The Riddle Under the Bleachers
Maya dragged herself through third period feeling like a straight-up zombie. Four hours of sleep, three honors classes, and zero brain cells remaining. The social pyramid of Northwood High loomed over everything — varsity jocks at the top, band geeks at the bottom, and everyone else fighting for the middle rungs like their lives depended on it.
"You okay?" Leo asked, sliding into the seat beside her. He'd been her best friend since seventh grade, back before status mattered and the worst thing that could happen was getting picked last for dodgeball.
"Just tired," Maya lied. The truth was harder to admit: Leo was climbing the pyramid, hanging with the popular crowd, while Maya was still figuring out who she even was.

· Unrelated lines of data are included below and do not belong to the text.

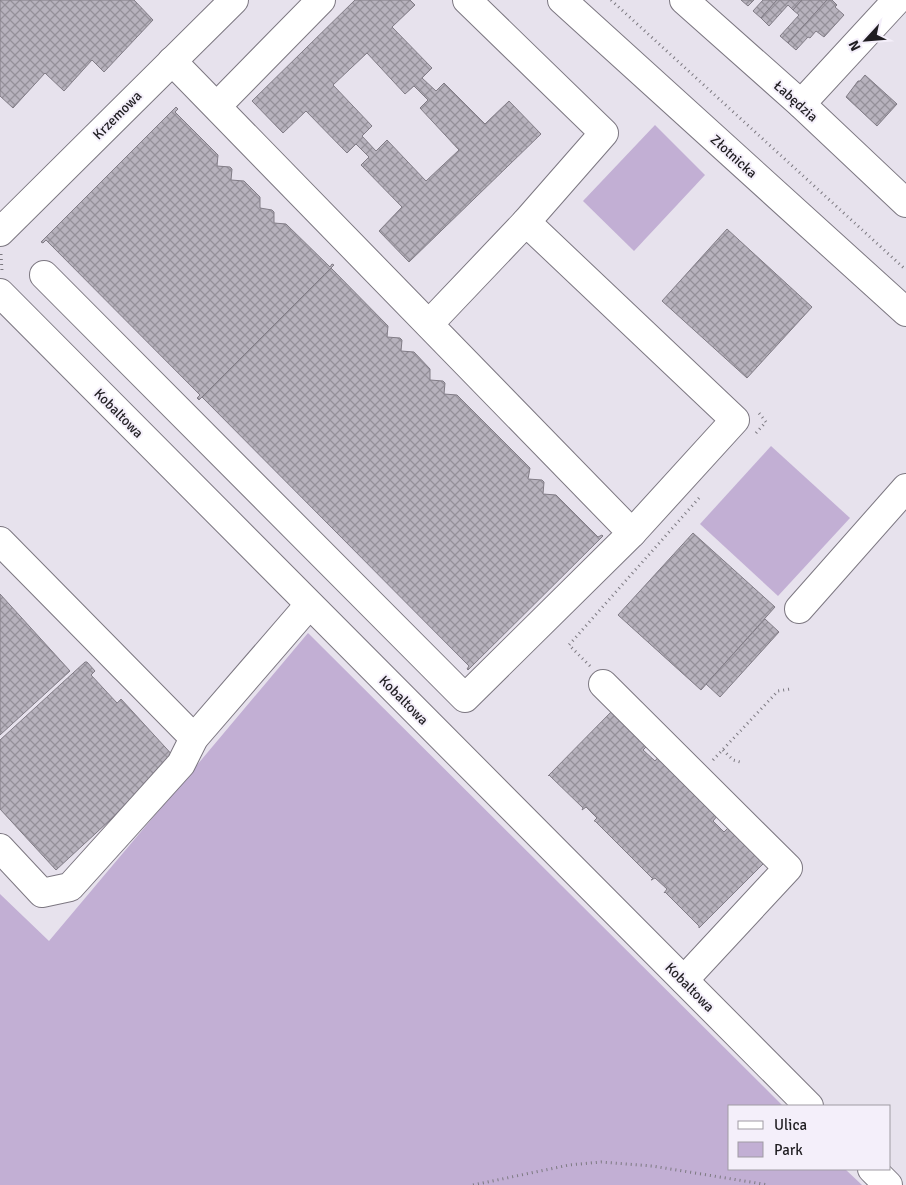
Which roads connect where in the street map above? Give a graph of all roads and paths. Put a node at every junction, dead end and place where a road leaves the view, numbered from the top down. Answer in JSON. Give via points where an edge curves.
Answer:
{"nodes":[{"id":1,"x":234,"y":0,"type":"edge"},
{"id":2,"x":321,"y":0,"type":"edge"},
{"id":3,"x":467,"y":0,"type":"edge"},
{"id":4,"x":562,"y":0,"type":"edge"},
{"id":5,"x":611,"y":0,"type":"edge"},
{"id":6,"x":684,"y":0,"type":"edge"},
{"id":7,"x":897,"y":0,"type":"edge"},
{"id":8,"x":172,"y":61,"type":"junction"},
{"id":9,"x":800,"y":104,"type":"junction"},
{"id":10,"x":217,"y":106,"type":"junction"},
{"id":11,"x":906,"y":203,"type":"edge"},
{"id":12,"x":526,"y":222,"type":"junction"},
{"id":13,"x":0,"y":232,"type":"edge"},
{"id":14,"x":906,"y":270,"type":"edge"},
{"id":15,"x":44,"y":275,"type":"dead end"},
{"id":16,"x":0,"y":293,"type":"edge"},
{"id":17,"x":906,"y":312,"type":"edge"},
{"id":18,"x":429,"y":324,"type":"junction"},
{"id":19,"x":756,"y":409,"type":"dead end"},
{"id":20,"x":753,"y":437,"type":"dead end"},
{"id":21,"x":906,"y":488,"type":"edge"},
{"id":22,"x":700,"y":496,"type":"dead end"},
{"id":23,"x":632,"y":533,"type":"junction"},
{"id":24,"x":0,"y":541,"type":"edge"},
{"id":25,"x":309,"y":605,"type":"junction"},
{"id":26,"x":799,"y":608,"type":"dead end"},
{"id":27,"x":604,"y":684,"type":"joint"},
{"id":28,"x":790,"y":689,"type":"dead end"},
{"id":29,"x":194,"y":738,"type":"junction"},
{"id":30,"x":723,"y":750,"type":"junction"},
{"id":31,"x":740,"y":762,"type":"dead end"},
{"id":32,"x":697,"y":777,"type":"junction"},
{"id":33,"x":0,"y":848,"type":"edge"},
{"id":34,"x":684,"y":980,"type":"junction"},
{"id":35,"x":809,"y":1105,"type":"edge"},
{"id":36,"x":873,"y":1170,"type":"edge"},
{"id":37,"x":473,"y":1185,"type":"edge"},
{"id":38,"x":769,"y":1185,"type":"edge"},
{"id":39,"x":888,"y":1185,"type":"edge"}],
"edges":[{"from":1,"to":8,"type":"street","name":"Krzemowa"},
{"from":2,"to":10,"type":"street"},
{"from":3,"to":12,"type":"street","via":[[604,133]]},
{"from":4,"to":17,"type":"street","name":"Złotnicka"},
{"from":5,"to":14,"type":"path"},
{"from":6,"to":9,"type":"street","name":"Łabędzia"},
{"from":7,"to":9,"type":"street"},
{"from":8,"to":10,"type":"street"},
{"from":8,"to":13,"type":"street","name":"Krzemowa"},
{"from":9,"to":11,"type":"street","name":"Łabędzia"},
{"from":10,"to":18,"type":"street"},
{"from":12,"to":18,"type":"street"},
{"from":12,"to":23,"type":"street","via":[[735,420]]},
{"from":15,"to":23,"type":"street","via":[[465,698]]},
{"from":16,"to":25,"type":"street","name":"Kobaltowa"},
{"from":18,"to":23,"type":"street"},
{"from":19,"to":20,"type":"path","via":[[766,422]]},
{"from":21,"to":26,"type":"street"},
{"from":22,"to":27,"type":"path","via":[[569,645],[602,678]]},
{"from":24,"to":29,"type":"street"},
{"from":25,"to":29,"type":"street"},
{"from":25,"to":34,"type":"street","name":"Kobaltowa"},
{"from":27,"to":32,"type":"street"},
{"from":28,"to":30,"type":"path","via":[[778,691]]},
{"from":29,"to":33,"type":"street","via":[[181,764],[70,888],[42,893]]},
{"from":30,"to":31,"type":"path"},
{"from":30,"to":32,"type":"path"},
{"from":32,"to":34,"type":"street","via":[[788,868]]},
{"from":34,"to":35,"type":"street","name":"Kobaltowa"},
{"from":36,"to":39,"type":"street"},
{"from":37,"to":38,"type":"path","via":[[569,1165],[601,1162],[652,1166]]}]}
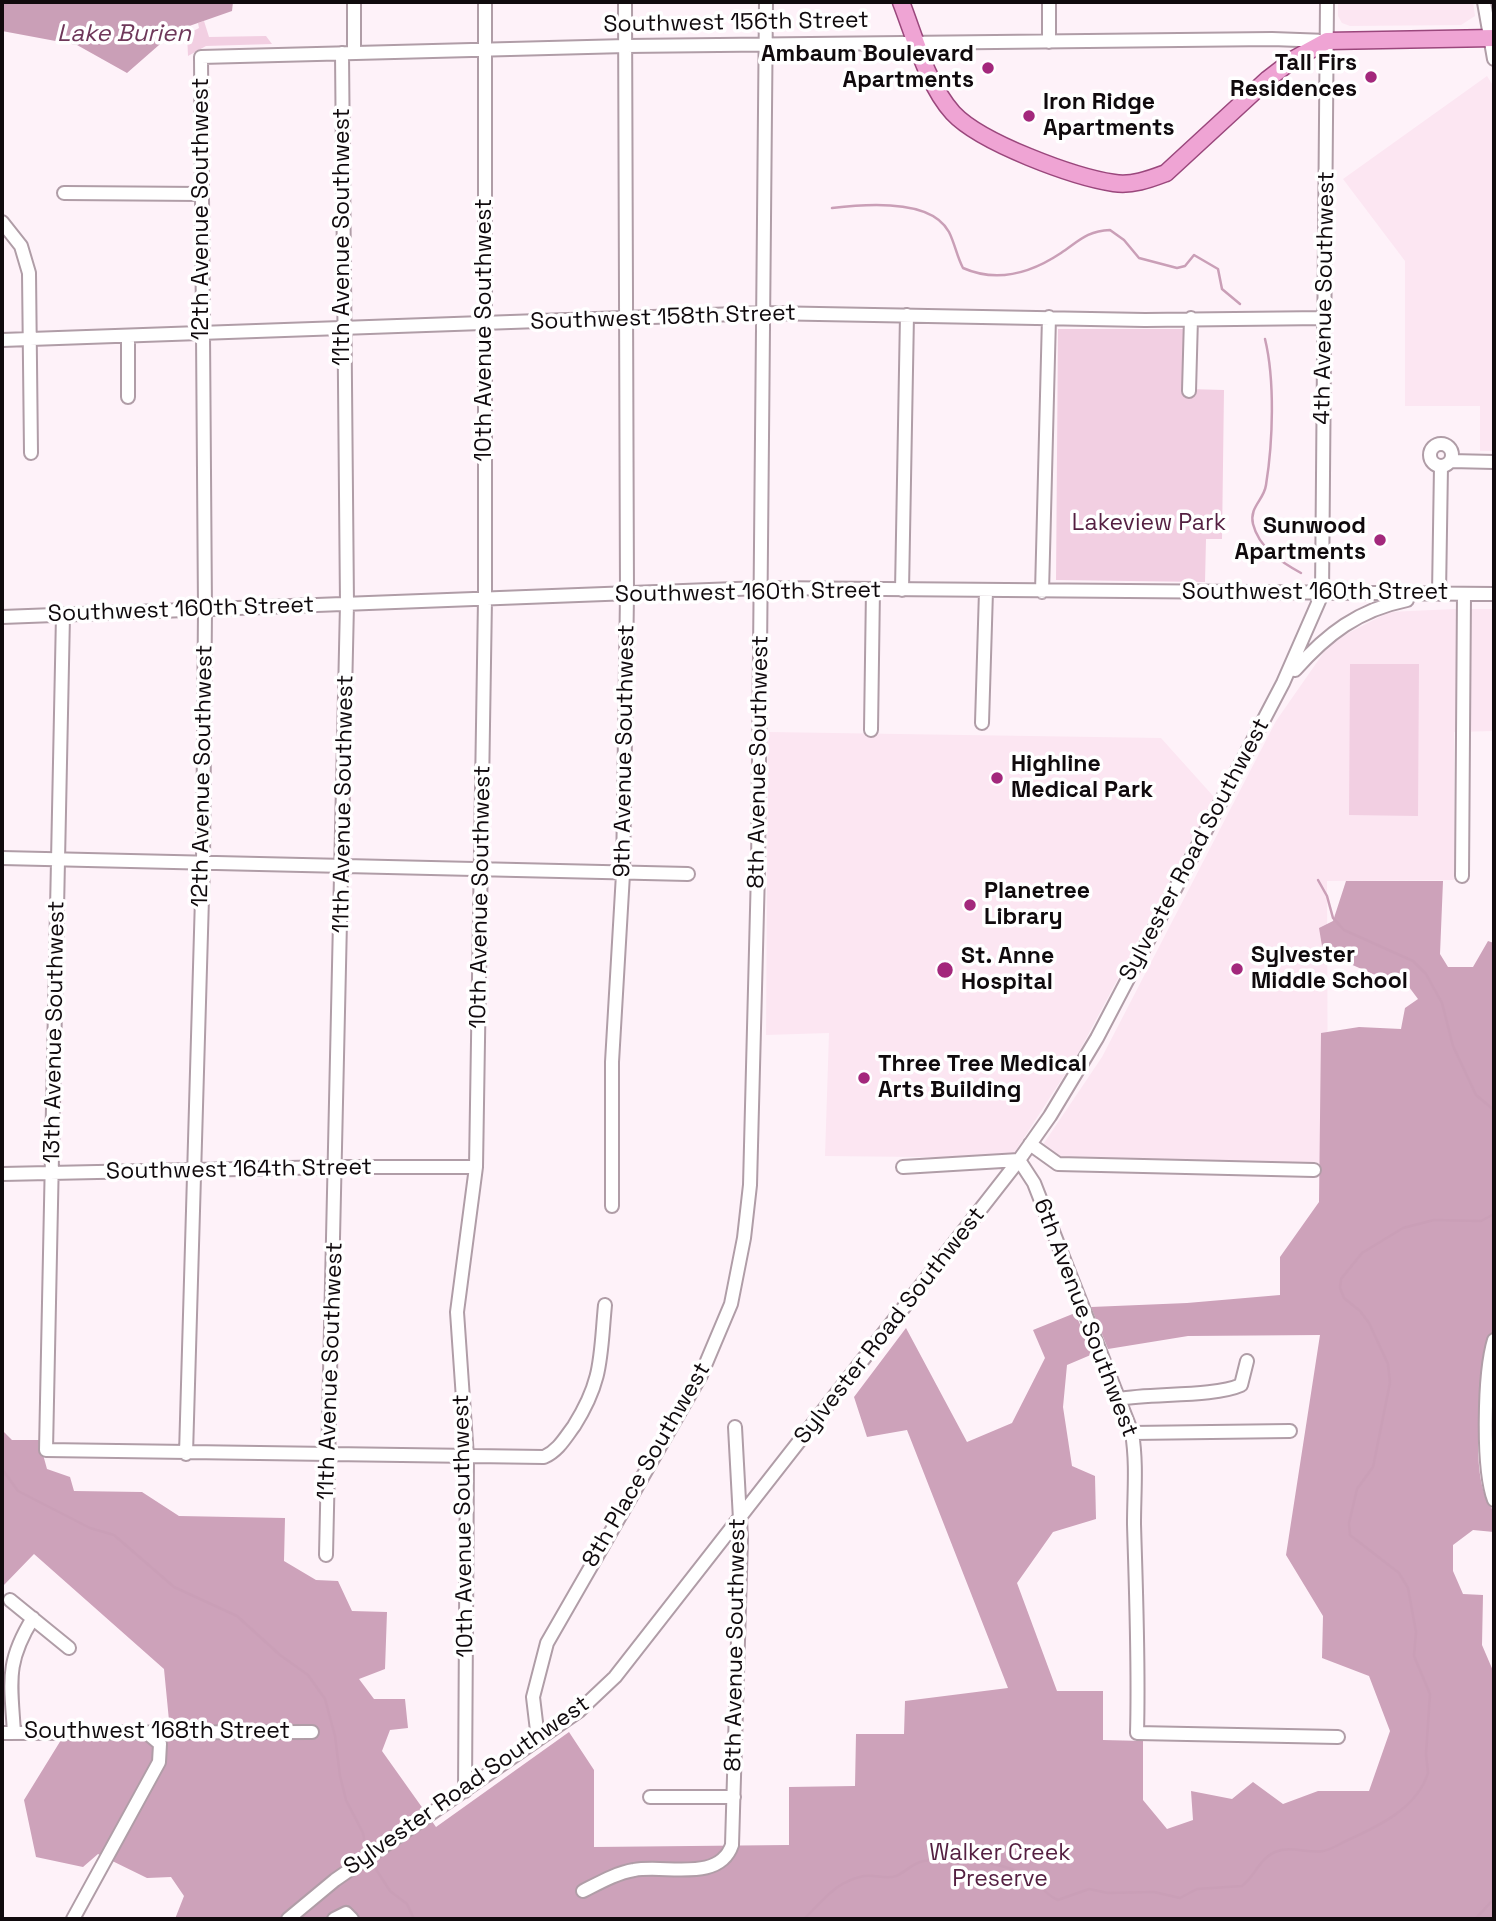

That afternoon, she found it under the bleachers behind the football field — a perfect pyramid of Diet Coke cans, stacked with weird precision. And sitting on top like it owned the place, Mrs. Gable's ancient one-eyed cat, Pickles, staring at her with judgment in both eyes.
"Great," Maya muttered. "Even the cat's disappointed in me."
A scrap of notebook paper was taped to the cans: *I have no voice, yet I speak riddles. I have wings, yet I never fly. Answer me wrong, and I'll trap you here forever.*
Sphinx energy. Old school mythology vibes.
Leo appeared behind her. "Weird, right? It's been showing up all week. Different spots, same riddle. People are saying it's some senior's epic prank."
"Or someone's actually trying to say something," Maya said. "The answer's a sphinx, obviously. But like... metaphorically?"
Leo looked at her, really looked at her, for the first time in months. "You're the only person who gets that. Everyone else is just treating it like a joke."
"Maybe that's the point," Maya said slowly. "We're all stuck answering riddles we don't understand. Who am I? Where do I fit? What happens after high school? And we're terrified of getting it wrong."
Pickles the cat meowed, jumped down, and knocked over the entire pyramid. Cans rolled everywhere.
They both laughed, and just like that, the months of distance melted away.
"Zombie mode deactivated," Leo grinned. "Wanna help me figure out who's behind this?"
"Friend," Maya said, "you had me at sphinx riddle."
Some puzzles were meant to be solved together. And maybe — just maybe — the pyramid wasn't something you had to climb alone.